2021 is proving to be the first year since 2014 that Initial public Offerings (‘IPOs’) on London’s AIM market have exceeded cancellations, although our research, which was picked up by The Telegraph’s Questor column, indicates that it’s proved hard for IPO investors to make money investing in AIM’s new arrivals.
You can download the Telegraph article from the link here Fundamental in The Telegraph Dec 21 or, if you have a subscription, read the article online here.

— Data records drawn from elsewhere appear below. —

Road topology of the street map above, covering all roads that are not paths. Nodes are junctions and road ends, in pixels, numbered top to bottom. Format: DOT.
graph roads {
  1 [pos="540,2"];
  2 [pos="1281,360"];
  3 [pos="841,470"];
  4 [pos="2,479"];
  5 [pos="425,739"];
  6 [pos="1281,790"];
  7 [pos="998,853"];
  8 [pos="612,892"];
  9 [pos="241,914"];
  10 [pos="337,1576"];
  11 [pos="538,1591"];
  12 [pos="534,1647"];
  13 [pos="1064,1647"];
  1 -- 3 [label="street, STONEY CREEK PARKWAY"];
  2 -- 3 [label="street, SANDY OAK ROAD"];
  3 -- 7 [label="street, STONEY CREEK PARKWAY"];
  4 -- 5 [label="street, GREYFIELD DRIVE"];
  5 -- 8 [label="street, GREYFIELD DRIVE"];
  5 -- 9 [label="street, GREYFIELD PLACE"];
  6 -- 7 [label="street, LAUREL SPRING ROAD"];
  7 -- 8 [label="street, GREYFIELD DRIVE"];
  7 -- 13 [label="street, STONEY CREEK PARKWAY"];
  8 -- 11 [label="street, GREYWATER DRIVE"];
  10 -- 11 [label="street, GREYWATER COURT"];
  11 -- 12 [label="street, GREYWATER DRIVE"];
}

By the end of November AIM had attracted a total 75 new issues in 2021, while over the same period only 51 companies cancelled their admission. That’s a welcome change for AIM, where, since 2014, delistings have significantly exceeded new issues. This has seen the number of companies on AIM decline from 1,104 at the end of December 2014 to 842 at the end of November 2021.
While there has been a material decline in the number of companies on AIM over the past decade, the quality of companies has improved considerably, particularly over recent years, which has driven a strong performance from AIM over this period, significantly outperforming the main UK stock market.
The average value of companies on AIM at the end of November was £172 million which compares to an average value of only £65 million at the end of 2014. 28 AIM companies were valued at more than £1 billion each, with Hutchmed China the largest at £4.4 billion.
Excluding transfers from the main London market and reverse takeovers, our research suggests there were 60 true IPOs. One of the largest of these was the aptly named Big Technologies (AIM:BIG), which listed in July but saw its shares soar in quick time, lifting its market capitalisation to just over £1 billion by the middle of September. While the shares have fallen back since, they are still up 40% since IPO, with the market capitalisation £807m. Big Technologies public markets experience to date is a lot better than many others.
The shares of only 30 of the new arrivals remain above their IPO price, although there have been some very big winners to encourage IPO investors and our research reveals there is distinct profile to the star performers.
The best performing IPO on AIM in the year to date is 4basebio UK Societas (AIM: 4BB), a specialist life sciences group operating in the field of gene therapies and DNA vaccines. 4basebio joined AIM in February via an introduction (where no new money was raised on IPO), at a share price of 118 pence and market capitalisation of only £14.5m. It hopes to become a market leader in the manufacture and supply of high purity, synthetic DNA for research, therapeutic and pharmacological use. The shares are currently up 408% since IPO, lifting its market value to £74m.
The next best performer in the year was also a new arrival in February. Cornish Metals Inc (AIM:CUSN), is a mineral exploration and development company with projects in Cornwall which had previously been listed on the TSX Venture Exchange in Canada. Its dual listing on AIM raised £8.2m of new money at 7 pence per share which is being used to conduct a drill programme at its United Downs copper-tin project in Cornwall. The project lies within a densely mined district which was the richest copper producing region in Cornwall (and the world) in the 18th and early 19th centuries, and at that time referred to as “the richest square mile on earth” – how times have changed! Shares in Cornish Metals are up over 240% since IPO.
Other top performers in the year to date are Bens Creek Group (AIM:BEN), which operates metallurgical coal mines in West Virginia and whose shares are up 220% since October and Belluscura (AIM:BELL), a medical device developer focused on lightweight and portable oxygen enrichment technology, whose shares have climbed 160%.
It’s noticeable that all the top performers are early-stage companies which are not yet revenue generating and come from either the resources or life sciences sectors.
We are generally reluctant investors at IPO and like to see small companies deliver on public markets before investing. Many companies list after having enjoyed a strong period of growth prior to listing which has often proved tough to sustain. We are also very wary of big insider selling at IPO, notably by founders, which we have seen on several occasion in 2021.
Victorian Plumbing Group (AIM:VIC), the online retailer of over 24,000 bathroom products joined AIM in June in a blaze of glory and a market capitalisation of a whopping £850m. Only £11.8m was raised by the company itself on IPO, with c£286m received by selling shareholders, principally founder and CEO Mark Radcliffe (£212m) and his brother Neil (£42m), who is Product Director. While Mark Radcliffe remains the largest shareholder with a 45% stake, that was a material sell down and the shares currently sit 60% below the IPO price.
At the time of writing, 6 more companies have joined AIM in December, with the shares of 3 currently above the IPO price.